G: E voi vi aspettate che io creda che un uomo possa realmente trasformarsi in un lupo a causa dell’influenza della luna piena?

D.Y. : No, Il licantropo non è né uomo né lupo bensì una creatura satanica con le peggiori caratteristiche di entrambe.

G: Temo signore di aver smesso di credere ai folletti, alle streghe, alle possessioni sataniche e ai lupi mannari dall’età dei sei anni.

D.Y. : Ma questo non cambia il fatto che nella Londra moderna e concreta di oggi, in questo preciso momento, ci sono due casi di Licantropia a me noti.

G: Ditemi, questi sfortunati signori come avrebbero contratto questo… questo fastidio medievale.

D.Y. : Dal morso di un altro lupo mannaro. Questi uomini sarebbero dannati se non fosse per quel fiore, la mariphasa

cit. Il segreto dei Tibet

Nella scena successiva il protagonista riuscirà a portare a termine il suo esperimento: grazie ad una luce artificiale che riproduce un raggio lunare fiorisce il bocciolo della mariphasa, e proprio in quell’ istante l’uomo incomincia una lenta trasformazione in lupo, mostrata attraverso una dissolvenza incrociata della mano dove vediamo un ampio incremento di peluria su questo strato di pelle. Il botanico, dopo aver allontanato il suo assistente Hawkins (J. M. Kerrigan) per non farsi scoprire, si inietta il bocciolo frenando la bestiale metamorfosi sul nascere.

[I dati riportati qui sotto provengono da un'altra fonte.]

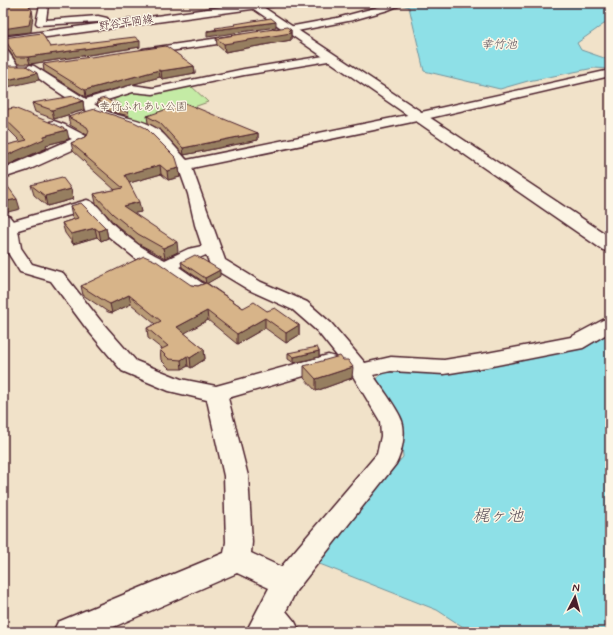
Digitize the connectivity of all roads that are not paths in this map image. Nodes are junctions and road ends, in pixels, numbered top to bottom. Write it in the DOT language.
graph roads {
  1 [pos="42,3"];
  2 [pos="274,3"];
  3 [pos="401,3"];
  4 [pos="252,4"];
  5 [pos="108,26"];
  6 [pos="291,30"];
  7 [pos="262,34"];
  8 [pos="248,37"];
  9 [pos="3,40"];
  10 [pos="3,52"];
  11 [pos="130,54"];
  12 [pos="330,58"];
  13 [pos="45,66"];
  14 [pos="8,68"];
  15 [pos="30,68"];
  16 [pos="610,74"];
  17 [pos="85,103"];
  18 [pos="97,112"];
  19 [pos="417,116"];
  20 [pos="83,117"];
  21 [pos="68,121"];
  22 [pos="184,165"];
  23 [pos="3,174"];
  24 [pos="6,223"];
  25 [pos="610,246"];
  26 [pos="212,250"];
  27 [pos="164,265"];
  28 [pos="199,289"];
  29 [pos="610,324"];
  30 [pos="354,364"];
  31 [pos="216,394"];
  32 [pos="237,560"];
  33 [pos="286,582"];
  34 [pos="272,626"];
  35 [pos="68,632"];
  1 -- 5 [label="street"];
  2 -- 4 [label="street, 野谷平岡線"];
  3 -- 6 [label="street"];
  4 -- 5 [label="street, 野谷平岡線"];
  4 -- 6 [label="street"];
  5 -- 9 [label="street, 野谷平岡線"];
  6 -- 7 [label="street"];
  6 -- 12 [label="street"];
  8 -- 11 [label="street"];
  10 -- 14 [label="street"];
  12 -- 17 [label="street"];
  12 -- 19 [label="street"];
  13 -- 15 [label="street"];
  14 -- 15 [label="street"];
  15 -- 17 [label="street"];
  16 -- 19 [label="street"];
  17 -- 18 [label="street"];
  18 -- 20 [label="street"];
  18 -- 22 [label="street"];
  19 -- 22 [label="street"];
  19 -- 25 [label="street"];
  21 -- 23 [label="street"];
  22 -- 26 [label="street"];
  24 -- 27 [label="street"];
  24 -- 31 [label="street"];
  26 -- 27 [label="street"];
  26 -- 30 [label="street"];
  27 -- 28 [label="street"];
  29 -- 30 [label="street"];
  30 -- 31 [label="street"];
  30 -- 33 [label="street"];
  31 -- 32 [label="street"];
  32 -- 33 [label="street"];
  32 -- 35 [label="street"];
  33 -- 34 [label="street"];
}
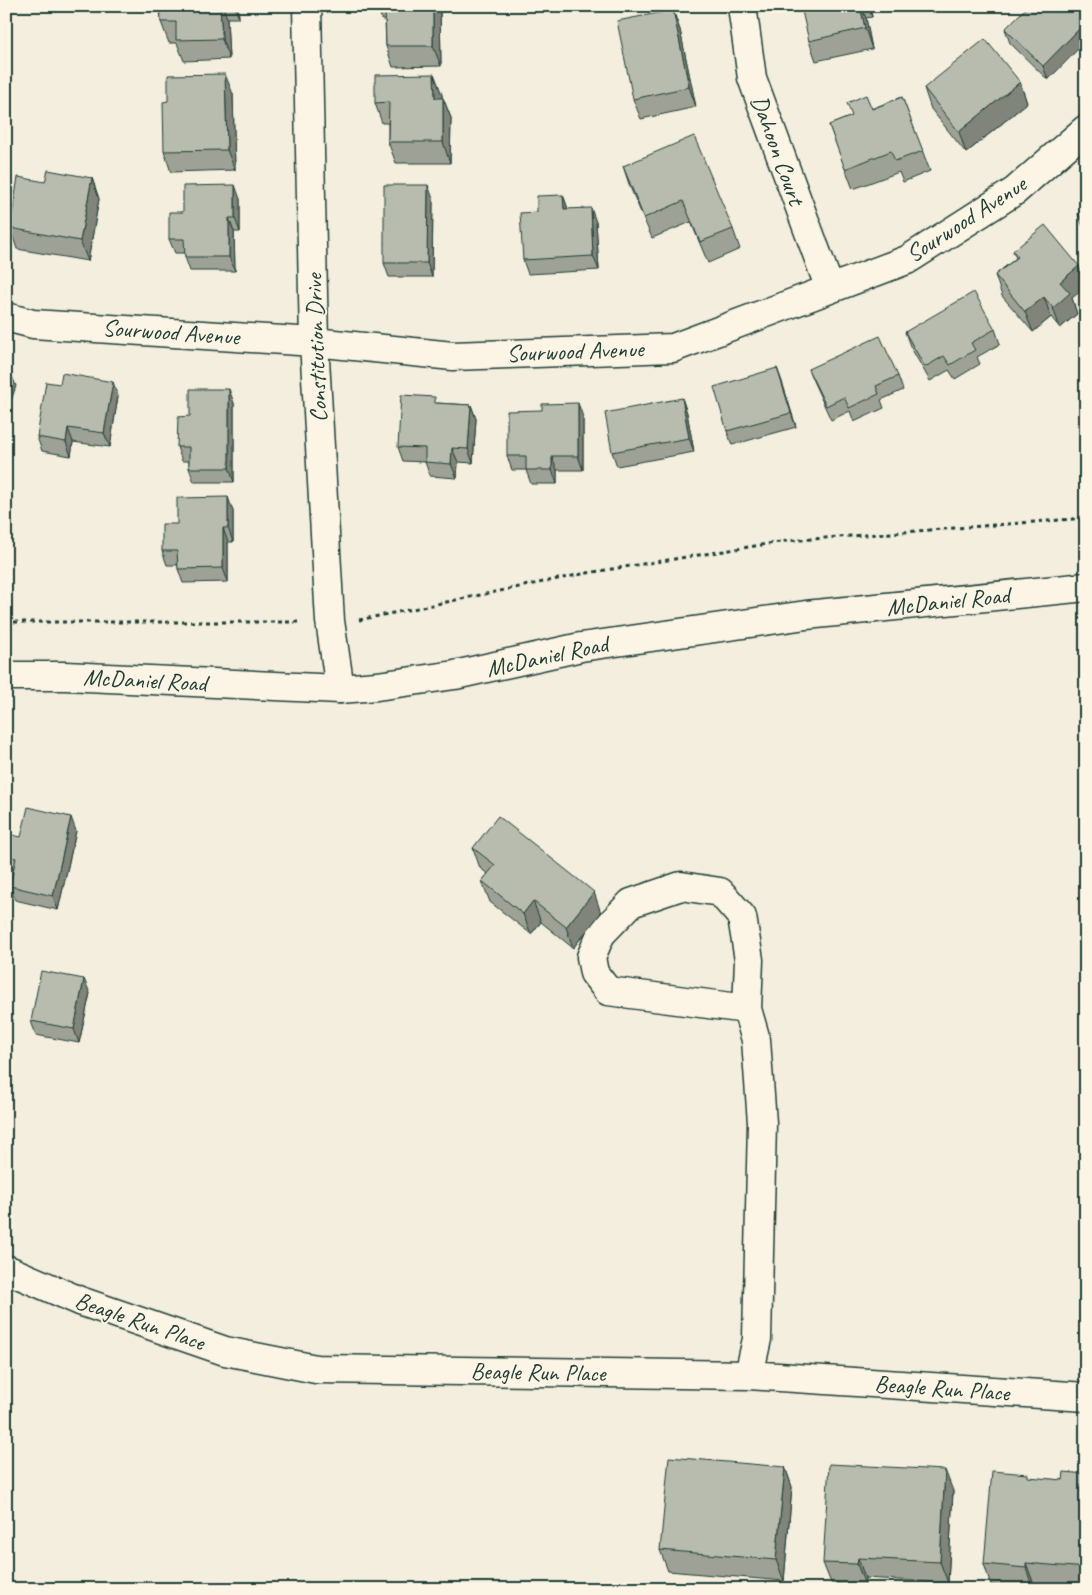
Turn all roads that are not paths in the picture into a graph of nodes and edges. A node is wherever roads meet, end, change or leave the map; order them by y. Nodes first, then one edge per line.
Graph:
1 (308, 6) edge
2 (742, 6) edge
3 (1086, 130) edge
4 (830, 289) junction
5 (6, 317) edge
6 (314, 342) junction
7 (1086, 586) edge
8 (6, 676) edge
9 (340, 688) junction
10 (747, 1009) junction
11 (6, 1269) edge
12 (749, 1375) junction
13 (1086, 1397) edge

1 - 6 street, Constitution Drive
2 - 4 street, Dahoon Court
3 - 4 street, Sourwood Avenue
4 - 6 street, Sourwood Avenue
5 - 6 street, Sourwood Avenue
6 - 9 street, Constitution Drive
7 - 9 street, McDaniel Road
8 - 9 street, McDaniel Road
10 - 10 street
10 - 12 street
11 - 12 street, Beagle Run Place
12 - 13 street, Beagle Run Place

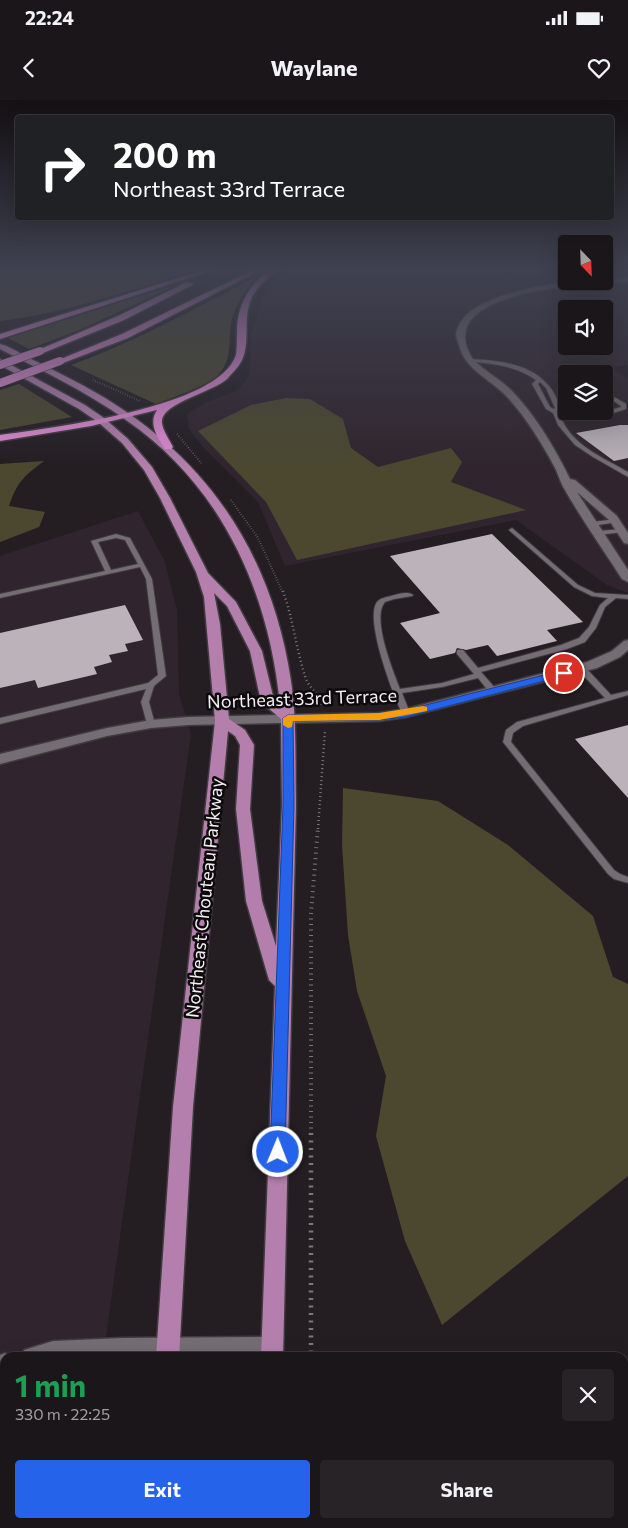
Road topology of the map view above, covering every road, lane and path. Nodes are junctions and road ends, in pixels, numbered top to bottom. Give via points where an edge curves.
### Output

Ma quando il dottor Yogami ruberà dal laboratorio i preziosi fiori della pianta, Wilfred non potrà più far nulla per frenare la mutazione.

Recensione de Il segreto del Tibet

L’Universal Studios negli anni 20 decise di portare sul grande schermo due storie classiche della letteratura con protagonisti due mostri, Il Gobbo di Notre Dame (1923) e Il Fantasma dell’opera (1925), in cui il protagonista, in entrambi il lungometraggi, era interpretato dal medesimo attore Lon Chaney, che per creare le maschere aveva utilizzato delle nuovissime ed elaborate tecniche di make-up. Dal successo di queste due pellicole nacque un filone propriamente Horror con le due pellicole Il castello degli spettri (1927) e Luomo che ride (1928), film diretti da Paul Leni

Negli anni trenta si passò alla trasposizione cinematografica di personaggi mostruosi intrinsecamente legati con il mondo più oscuro e diabolico. Nel 1931 Bela Lugosi andò a dare vita al personaggio di Dracula e successivamente Boris Karloff interpretò il mostro di Frankestein creando due personaggi iconici della storia del cinema grazie al truccatore Jack Pierce. Lo studio cinematografico con il tempo realizzò opere filmiche sui racconti di Edgard Allan Poe, un lungometraggio sulla Mummia (1932) e L’uomo invisibile (1933) e infine si giunse alla decisione di portare sul grande schermo il primo mostro ibrido animale della storia del cinema: L’uomo lupo con Werewolf of London, tradotto differentemente in italiano con titolo Il segreto del Tibet, pellicola sonora in bianco e nero del 1935 diretta da Stuart Walker. Rispetto alla creatura di Frankenstein e al conte Dracula, l’uomo lupo è più simile all’uomo: tutti noi infatti possiamo essere bestiali e compiere delitti.  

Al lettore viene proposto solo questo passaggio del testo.